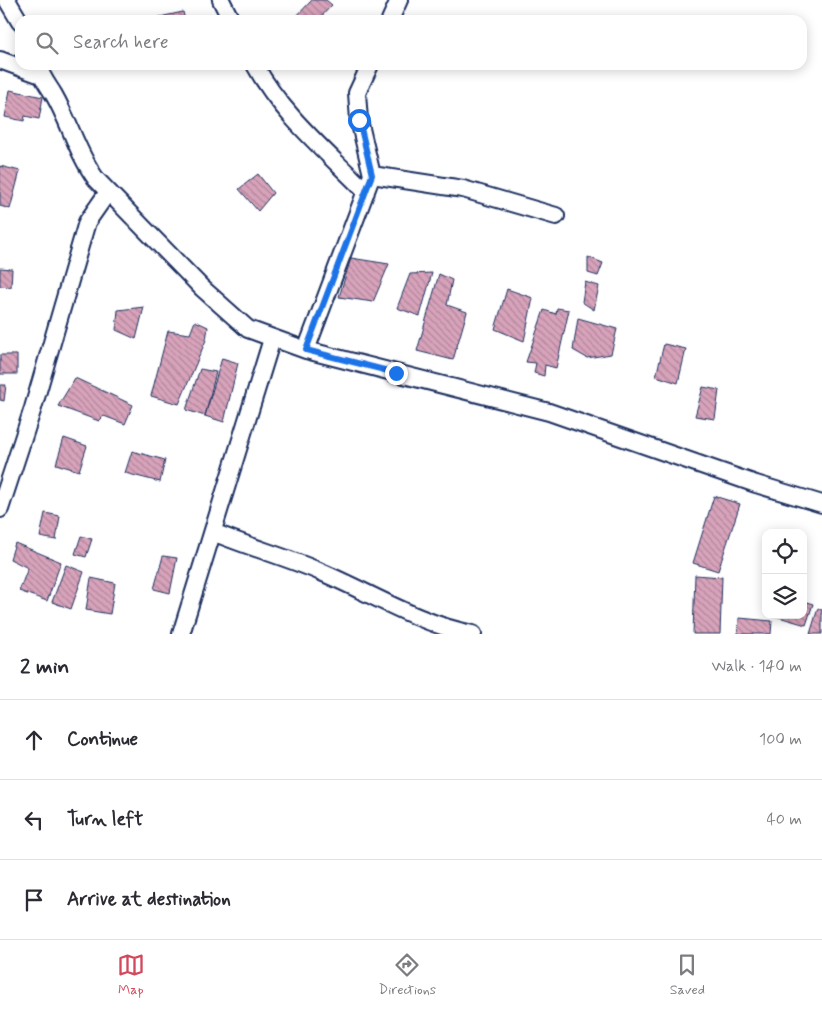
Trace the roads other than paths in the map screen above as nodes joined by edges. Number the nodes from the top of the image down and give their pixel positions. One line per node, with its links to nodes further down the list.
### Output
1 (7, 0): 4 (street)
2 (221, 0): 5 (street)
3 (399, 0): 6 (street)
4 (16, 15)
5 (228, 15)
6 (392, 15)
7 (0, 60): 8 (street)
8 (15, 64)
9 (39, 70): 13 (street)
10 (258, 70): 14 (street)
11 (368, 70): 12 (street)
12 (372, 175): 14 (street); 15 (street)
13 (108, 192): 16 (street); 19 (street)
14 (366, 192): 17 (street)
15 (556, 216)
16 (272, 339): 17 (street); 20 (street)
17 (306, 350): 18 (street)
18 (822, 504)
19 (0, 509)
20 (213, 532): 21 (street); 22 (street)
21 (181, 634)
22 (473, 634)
* * * * * * * * *
### AIM OF THE TASK
Print out the records in full and exactly, dropping every picture.

### REPLY
Trace the roads other than paths in the map screen above as nodes joined by edges. Number the nodes from the top of the image down and give their pixel positions. One line per node, with its links to nodes further down the list.
### Output
1 (7, 0): 4 (street)
2 (221, 0): 5 (street)
3 (399, 0): 6 (street)
4 (16, 15)
5 (228, 15)
6 (392, 15)
7 (0, 60): 8 (street)
8 (15, 64)
9 (39, 70): 13 (street)
10 (258, 70): 14 (street)
11 (368, 70): 12 (street)
12 (372, 175): 14 (street); 15 (street)
13 (108, 192): 16 (street); 19 (street)
14 (366, 192): 17 (street)
15 (556, 216)
16 (272, 339): 17 (street); 20 (street)
17 (306, 350): 18 (street)
18 (822, 504)
19 (0, 509)
20 (213, 532): 21 (street); 22 (street)
21 (181, 634)
22 (473, 634)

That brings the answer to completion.